2,500 web pages bookmarked in del.icio.us

For some reason I really get a kick out of the total number of web pages I've bookmarked in del.icio.us. My bookmarks in del.icio.us have turned into a database of useful references that I've found on the web. It's like valuable property, and it's like my memory. My own web cache. Yea, del.icio.us is cache for humans.

Today I reached 2,500 web resources bookmarked. The last time I wrote about this was a 1000 bookmarks ago in December 2005 on my other blog. Since I first began using del.icio.us it has become a better and better service.
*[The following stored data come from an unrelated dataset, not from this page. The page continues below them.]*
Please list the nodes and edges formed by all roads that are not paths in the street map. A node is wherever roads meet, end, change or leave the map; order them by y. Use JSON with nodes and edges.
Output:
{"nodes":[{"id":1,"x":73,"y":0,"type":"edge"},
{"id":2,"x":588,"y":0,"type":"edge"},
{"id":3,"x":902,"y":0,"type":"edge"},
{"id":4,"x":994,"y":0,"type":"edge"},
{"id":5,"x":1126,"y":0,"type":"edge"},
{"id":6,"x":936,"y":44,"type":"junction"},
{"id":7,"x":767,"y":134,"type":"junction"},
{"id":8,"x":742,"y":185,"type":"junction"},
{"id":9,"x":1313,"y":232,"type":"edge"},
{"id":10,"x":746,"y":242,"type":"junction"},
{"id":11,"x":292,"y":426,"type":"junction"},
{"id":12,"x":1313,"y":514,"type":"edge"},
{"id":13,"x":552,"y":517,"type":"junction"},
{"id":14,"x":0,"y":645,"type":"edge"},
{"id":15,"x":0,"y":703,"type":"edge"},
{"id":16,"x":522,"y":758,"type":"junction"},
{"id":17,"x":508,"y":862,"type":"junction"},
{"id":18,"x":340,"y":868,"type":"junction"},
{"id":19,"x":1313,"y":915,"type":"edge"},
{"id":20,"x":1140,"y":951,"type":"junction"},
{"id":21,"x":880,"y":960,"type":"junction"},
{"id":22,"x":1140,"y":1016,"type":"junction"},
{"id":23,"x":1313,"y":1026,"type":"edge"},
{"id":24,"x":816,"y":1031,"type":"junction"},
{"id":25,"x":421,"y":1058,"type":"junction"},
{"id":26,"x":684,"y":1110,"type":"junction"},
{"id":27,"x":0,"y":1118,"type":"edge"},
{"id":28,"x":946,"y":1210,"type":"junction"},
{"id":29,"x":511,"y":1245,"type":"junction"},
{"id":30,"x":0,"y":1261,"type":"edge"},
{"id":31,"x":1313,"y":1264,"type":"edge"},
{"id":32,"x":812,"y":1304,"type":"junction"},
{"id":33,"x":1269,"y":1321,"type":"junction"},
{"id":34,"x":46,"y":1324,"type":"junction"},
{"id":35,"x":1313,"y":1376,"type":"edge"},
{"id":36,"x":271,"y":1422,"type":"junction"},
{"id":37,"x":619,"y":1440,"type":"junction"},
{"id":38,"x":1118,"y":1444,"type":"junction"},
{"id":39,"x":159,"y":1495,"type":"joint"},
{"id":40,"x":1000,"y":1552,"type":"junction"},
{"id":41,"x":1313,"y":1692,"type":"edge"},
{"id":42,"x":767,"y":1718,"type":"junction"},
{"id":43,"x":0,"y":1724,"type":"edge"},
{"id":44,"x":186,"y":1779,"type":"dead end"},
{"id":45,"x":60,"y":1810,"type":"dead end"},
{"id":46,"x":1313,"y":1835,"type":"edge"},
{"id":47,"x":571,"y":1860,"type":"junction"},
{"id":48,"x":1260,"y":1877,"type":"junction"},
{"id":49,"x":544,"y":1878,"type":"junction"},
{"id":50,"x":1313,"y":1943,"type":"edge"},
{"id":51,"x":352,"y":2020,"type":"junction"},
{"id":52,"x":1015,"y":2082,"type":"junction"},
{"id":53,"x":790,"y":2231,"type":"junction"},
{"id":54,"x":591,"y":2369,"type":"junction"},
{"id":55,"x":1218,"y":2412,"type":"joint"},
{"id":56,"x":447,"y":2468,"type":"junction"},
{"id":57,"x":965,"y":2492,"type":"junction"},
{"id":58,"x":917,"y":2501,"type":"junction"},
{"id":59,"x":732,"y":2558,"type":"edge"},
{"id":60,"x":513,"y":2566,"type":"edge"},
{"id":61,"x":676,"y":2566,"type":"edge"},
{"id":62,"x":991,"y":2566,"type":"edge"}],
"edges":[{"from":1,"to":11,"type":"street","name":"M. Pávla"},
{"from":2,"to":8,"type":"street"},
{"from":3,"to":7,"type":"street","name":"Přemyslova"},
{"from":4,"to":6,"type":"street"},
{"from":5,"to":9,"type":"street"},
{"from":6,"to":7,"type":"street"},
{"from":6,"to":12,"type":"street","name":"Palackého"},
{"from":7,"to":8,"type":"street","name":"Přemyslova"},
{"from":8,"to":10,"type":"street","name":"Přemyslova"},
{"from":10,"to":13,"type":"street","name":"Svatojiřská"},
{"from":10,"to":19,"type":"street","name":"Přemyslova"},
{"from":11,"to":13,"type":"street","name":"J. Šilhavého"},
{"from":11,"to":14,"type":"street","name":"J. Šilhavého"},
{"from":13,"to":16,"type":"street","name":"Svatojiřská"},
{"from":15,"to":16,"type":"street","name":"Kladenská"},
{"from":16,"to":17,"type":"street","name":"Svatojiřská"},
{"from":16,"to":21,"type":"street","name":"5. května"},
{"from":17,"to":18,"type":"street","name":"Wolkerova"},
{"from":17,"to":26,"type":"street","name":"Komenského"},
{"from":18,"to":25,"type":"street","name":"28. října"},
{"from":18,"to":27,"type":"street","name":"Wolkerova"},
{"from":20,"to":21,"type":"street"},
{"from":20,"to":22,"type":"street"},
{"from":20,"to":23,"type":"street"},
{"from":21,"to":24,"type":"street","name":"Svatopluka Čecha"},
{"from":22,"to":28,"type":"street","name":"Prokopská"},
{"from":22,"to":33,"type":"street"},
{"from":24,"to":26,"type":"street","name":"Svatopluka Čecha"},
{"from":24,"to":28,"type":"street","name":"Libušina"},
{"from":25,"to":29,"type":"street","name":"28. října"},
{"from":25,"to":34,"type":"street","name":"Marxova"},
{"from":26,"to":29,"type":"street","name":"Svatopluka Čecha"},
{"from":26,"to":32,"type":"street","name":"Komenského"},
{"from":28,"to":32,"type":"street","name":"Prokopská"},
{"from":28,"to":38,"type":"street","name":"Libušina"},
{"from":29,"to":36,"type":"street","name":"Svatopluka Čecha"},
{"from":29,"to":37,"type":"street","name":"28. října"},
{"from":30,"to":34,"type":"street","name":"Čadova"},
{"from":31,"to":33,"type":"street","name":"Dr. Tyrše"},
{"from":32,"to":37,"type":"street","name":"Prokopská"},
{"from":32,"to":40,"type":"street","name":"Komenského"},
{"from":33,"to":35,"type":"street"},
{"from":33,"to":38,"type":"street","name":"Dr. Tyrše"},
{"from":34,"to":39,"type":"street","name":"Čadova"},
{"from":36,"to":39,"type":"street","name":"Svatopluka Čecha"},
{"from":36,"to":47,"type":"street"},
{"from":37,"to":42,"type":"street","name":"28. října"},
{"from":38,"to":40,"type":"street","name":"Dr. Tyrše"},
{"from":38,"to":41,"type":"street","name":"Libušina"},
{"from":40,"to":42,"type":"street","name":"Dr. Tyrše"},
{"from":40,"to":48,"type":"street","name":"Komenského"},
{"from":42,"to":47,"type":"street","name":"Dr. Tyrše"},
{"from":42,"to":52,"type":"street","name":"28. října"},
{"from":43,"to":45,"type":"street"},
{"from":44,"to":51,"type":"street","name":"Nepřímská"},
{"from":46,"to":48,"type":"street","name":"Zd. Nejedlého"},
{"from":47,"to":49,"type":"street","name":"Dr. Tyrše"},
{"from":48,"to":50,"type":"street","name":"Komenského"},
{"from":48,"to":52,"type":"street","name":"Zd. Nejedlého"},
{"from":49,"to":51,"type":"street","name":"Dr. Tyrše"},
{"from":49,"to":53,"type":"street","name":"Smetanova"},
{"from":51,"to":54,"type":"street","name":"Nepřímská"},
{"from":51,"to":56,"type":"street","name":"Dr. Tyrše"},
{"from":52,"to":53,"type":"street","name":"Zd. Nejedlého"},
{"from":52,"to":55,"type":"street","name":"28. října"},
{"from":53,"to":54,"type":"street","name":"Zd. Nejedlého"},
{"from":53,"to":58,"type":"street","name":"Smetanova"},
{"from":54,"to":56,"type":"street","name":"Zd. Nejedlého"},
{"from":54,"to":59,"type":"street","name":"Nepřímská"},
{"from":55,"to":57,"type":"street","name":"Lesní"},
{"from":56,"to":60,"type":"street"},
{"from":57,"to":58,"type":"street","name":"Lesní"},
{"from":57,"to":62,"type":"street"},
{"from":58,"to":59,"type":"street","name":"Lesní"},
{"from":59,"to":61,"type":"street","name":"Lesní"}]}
Software Definition For Weblog

This article about how to use a wordpress blog as a content managment system has a good definition that sums up the blog software. From Weblog to CMS with WordPress:

For those who have been living on a different planet, a weblog (or blog) is an online diary that contains a series of posts displayed in date order (newest first). In addition, blogging software usually provides an archive mechanism for filing away old posts, permalinks (human-readable URLs for each post), some means of classifying posts, a search engine, RSS feeds, and other goodies. However, the key factor is ease of use for web novices: allowing the creation of web pages using a WYSIWYG editor and without requiring any knowledge of HTML, CSS, FTP, or other acronyms.

Tech and Publishing Guys

Jon Udell:

What's in a name? A lot. The podcasting and AJAX revolutions were mainly linguistic phenomena. Suddenly there were words that crystallized ideas and patterns of behavior that had been evolving for years. We won't solve our problems by coining new buzzwords. But awareness of what our words condition us to think, and not think, has never mattered more.

Phil Windley:

Over the past few years, blogging has really taken off. A few days ago Doc Searls was pondering that he used to be in the Technorati Top 100 and now he’s not. Why? There’s all kinds of other stuff people are blogging about: “celebrities, politics, sex and other topics that float atop the polular mainstream media charts.” I’m at 3000 and something on the Technorati list, but still I get multiple tens of thousands of page views per month. Clearly, people at the top are getting a lot more.

Doc Searls:

Blogging as we knew it is done. The pioneering stage is over. The early adopter-early majority stage is here.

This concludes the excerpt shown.